## What you will do:
In your answer, every line of the records should be written out exactly.

## Given data:
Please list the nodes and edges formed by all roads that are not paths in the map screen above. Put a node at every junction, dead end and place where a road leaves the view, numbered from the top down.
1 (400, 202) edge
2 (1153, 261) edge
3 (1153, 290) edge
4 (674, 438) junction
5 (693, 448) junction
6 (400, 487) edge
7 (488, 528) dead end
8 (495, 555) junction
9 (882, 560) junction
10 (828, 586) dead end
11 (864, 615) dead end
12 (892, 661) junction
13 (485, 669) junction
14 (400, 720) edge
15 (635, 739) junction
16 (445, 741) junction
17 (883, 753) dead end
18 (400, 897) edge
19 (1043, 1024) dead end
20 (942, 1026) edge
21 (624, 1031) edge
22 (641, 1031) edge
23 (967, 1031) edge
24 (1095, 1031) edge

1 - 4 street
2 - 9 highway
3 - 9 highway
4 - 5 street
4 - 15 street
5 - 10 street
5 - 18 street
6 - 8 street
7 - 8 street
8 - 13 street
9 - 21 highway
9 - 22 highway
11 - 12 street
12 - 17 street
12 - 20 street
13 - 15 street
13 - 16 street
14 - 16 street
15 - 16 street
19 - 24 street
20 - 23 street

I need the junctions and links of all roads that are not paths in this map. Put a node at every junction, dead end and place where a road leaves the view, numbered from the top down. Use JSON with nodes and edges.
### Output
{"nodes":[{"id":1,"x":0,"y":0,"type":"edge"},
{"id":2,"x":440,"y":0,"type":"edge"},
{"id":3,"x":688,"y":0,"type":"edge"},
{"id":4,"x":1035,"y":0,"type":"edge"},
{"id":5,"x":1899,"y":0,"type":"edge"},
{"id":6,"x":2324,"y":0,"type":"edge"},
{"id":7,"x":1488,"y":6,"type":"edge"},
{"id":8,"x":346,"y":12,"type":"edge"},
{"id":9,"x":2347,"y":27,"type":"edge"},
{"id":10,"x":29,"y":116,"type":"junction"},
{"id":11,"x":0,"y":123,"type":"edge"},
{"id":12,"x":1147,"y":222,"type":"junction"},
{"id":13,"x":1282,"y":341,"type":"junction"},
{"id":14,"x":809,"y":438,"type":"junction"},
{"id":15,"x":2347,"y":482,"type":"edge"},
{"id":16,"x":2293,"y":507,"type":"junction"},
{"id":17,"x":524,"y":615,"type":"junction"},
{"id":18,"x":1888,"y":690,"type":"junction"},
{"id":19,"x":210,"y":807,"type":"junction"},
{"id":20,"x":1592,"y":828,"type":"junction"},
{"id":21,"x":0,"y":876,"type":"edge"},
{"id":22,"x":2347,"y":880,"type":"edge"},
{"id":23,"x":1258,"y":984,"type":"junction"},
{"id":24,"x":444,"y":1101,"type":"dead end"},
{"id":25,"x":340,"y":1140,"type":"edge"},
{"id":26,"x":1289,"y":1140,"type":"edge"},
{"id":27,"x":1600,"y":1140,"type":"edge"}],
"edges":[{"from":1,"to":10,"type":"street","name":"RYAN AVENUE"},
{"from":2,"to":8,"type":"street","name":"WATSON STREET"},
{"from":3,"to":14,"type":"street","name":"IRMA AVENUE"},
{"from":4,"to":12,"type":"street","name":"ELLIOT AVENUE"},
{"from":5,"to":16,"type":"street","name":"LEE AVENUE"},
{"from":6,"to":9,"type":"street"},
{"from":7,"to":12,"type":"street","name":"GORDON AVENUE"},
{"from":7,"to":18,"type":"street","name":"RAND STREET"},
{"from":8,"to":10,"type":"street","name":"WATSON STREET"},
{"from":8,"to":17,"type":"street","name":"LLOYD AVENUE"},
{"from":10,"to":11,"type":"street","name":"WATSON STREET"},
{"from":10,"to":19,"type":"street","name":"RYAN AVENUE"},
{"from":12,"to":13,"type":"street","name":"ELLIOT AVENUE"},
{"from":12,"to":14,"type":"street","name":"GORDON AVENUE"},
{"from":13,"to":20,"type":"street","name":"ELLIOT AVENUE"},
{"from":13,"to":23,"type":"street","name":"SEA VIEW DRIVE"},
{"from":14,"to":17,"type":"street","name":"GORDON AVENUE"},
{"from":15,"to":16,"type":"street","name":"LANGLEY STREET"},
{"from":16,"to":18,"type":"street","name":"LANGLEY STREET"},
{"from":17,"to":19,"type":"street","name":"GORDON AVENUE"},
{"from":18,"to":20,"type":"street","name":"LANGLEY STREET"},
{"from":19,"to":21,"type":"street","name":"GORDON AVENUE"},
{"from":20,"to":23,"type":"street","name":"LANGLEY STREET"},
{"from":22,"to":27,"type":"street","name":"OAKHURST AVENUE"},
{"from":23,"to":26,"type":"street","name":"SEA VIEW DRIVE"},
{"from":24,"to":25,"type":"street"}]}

## Finished exercise:
Please list the nodes and edges formed by all roads that are not paths in the map screen above. Put a node at every junction, dead end and place where a road leaves the view, numbered from the top down.
1 (400, 202) edge
2 (1153, 261) edge
3 (1153, 290) edge
4 (674, 438) junction
5 (693, 448) junction
6 (400, 487) edge
7 (488, 528) dead end
8 (495, 555) junction
9 (882, 560) junction
10 (828, 586) dead end
11 (864, 615) dead end
12 (892, 661) junction
13 (485, 669) junction
14 (400, 720) edge
15 (635, 739) junction
16 (445, 741) junction
17 (883, 753) dead end
18 (400, 897) edge
19 (1043, 1024) dead end
20 (942, 1026) edge
21 (624, 1031) edge
22 (641, 1031) edge
23 (967, 1031) edge
24 (1095, 1031) edge

1 - 4 street
2 - 9 highway
3 - 9 highway
4 - 5 street
4 - 15 street
5 - 10 street
5 - 18 street
6 - 8 street
7 - 8 street
8 - 13 street
9 - 21 highway
9 - 22 highway
11 - 12 street
12 - 17 street
12 - 20 street
13 - 15 street
13 - 16 street
14 - 16 street
15 - 16 street
19 - 24 street
20 - 23 street

I need the junctions and links of all roads that are not paths in this map. Put a node at every junction, dead end and place where a road leaves the view, numbered from the top down. Use JSON with nodes and edges.
### Output
{"nodes":[{"id":1,"x":0,"y":0,"type":"edge"},
{"id":2,"x":440,"y":0,"type":"edge"},
{"id":3,"x":688,"y":0,"type":"edge"},
{"id":4,"x":1035,"y":0,"type":"edge"},
{"id":5,"x":1899,"y":0,"type":"edge"},
{"id":6,"x":2324,"y":0,"type":"edge"},
{"id":7,"x":1488,"y":6,"type":"edge"},
{"id":8,"x":346,"y":12,"type":"edge"},
{"id":9,"x":2347,"y":27,"type":"edge"},
{"id":10,"x":29,"y":116,"type":"junction"},
{"id":11,"x":0,"y":123,"type":"edge"},
{"id":12,"x":1147,"y":222,"type":"junction"},
{"id":13,"x":1282,"y":341,"type":"junction"},
{"id":14,"x":809,"y":438,"type":"junction"},
{"id":15,"x":2347,"y":482,"type":"edge"},
{"id":16,"x":2293,"y":507,"type":"junction"},
{"id":17,"x":524,"y":615,"type":"junction"},
{"id":18,"x":1888,"y":690,"type":"junction"},
{"id":19,"x":210,"y":807,"type":"junction"},
{"id":20,"x":1592,"y":828,"type":"junction"},
{"id":21,"x":0,"y":876,"type":"edge"},
{"id":22,"x":2347,"y":880,"type":"edge"},
{"id":23,"x":1258,"y":984,"type":"junction"},
{"id":24,"x":444,"y":1101,"type":"dead end"},
{"id":25,"x":340,"y":1140,"type":"edge"},
{"id":26,"x":1289,"y":1140,"type":"edge"},
{"id":27,"x":1600,"y":1140,"type":"edge"}],
"edges":[{"from":1,"to":10,"type":"street","name":"RYAN AVENUE"},
{"from":2,"to":8,"type":"street","name":"WATSON STREET"},
{"from":3,"to":14,"type":"street","name":"IRMA AVENUE"},
{"from":4,"to":12,"type":"street","name":"ELLIOT AVENUE"},
{"from":5,"to":16,"type":"street","name":"LEE AVENUE"},
{"from":6,"to":9,"type":"street"},
{"from":7,"to":12,"type":"street","name":"GORDON AVENUE"},
{"from":7,"to":18,"type":"street","name":"RAND STREET"},
{"from":8,"to":10,"type":"street","name":"WATSON STREET"},
{"from":8,"to":17,"type":"street","name":"LLOYD AVENUE"},
{"from":10,"to":11,"type":"street","name":"WATSON STREET"},
{"from":10,"to":19,"type":"street","name":"RYAN AVENUE"},
{"from":12,"to":13,"type":"street","name":"ELLIOT AVENUE"},
{"from":12,"to":14,"type":"street","name":"GORDON AVENUE"},
{"from":13,"to":20,"type":"street","name":"ELLIOT AVENUE"},
{"from":13,"to":23,"type":"street","name":"SEA VIEW DRIVE"},
{"from":14,"to":17,"type":"street","name":"GORDON AVENUE"},
{"from":15,"to":16,"type":"street","name":"LANGLEY STREET"},
{"from":16,"to":18,"type":"street","name":"LANGLEY STREET"},
{"from":17,"to":19,"type":"street","name":"GORDON AVENUE"},
{"from":18,"to":20,"type":"street","name":"LANGLEY STREET"},
{"from":19,"to":21,"type":"street","name":"GORDON AVENUE"},
{"from":20,"to":23,"type":"street","name":"LANGLEY STREET"},
{"from":22,"to":27,"type":"street","name":"OAKHURST AVENUE"},
{"from":23,"to":26,"type":"street","name":"SEA VIEW DRIVE"},
{"from":24,"to":25,"type":"street"}]}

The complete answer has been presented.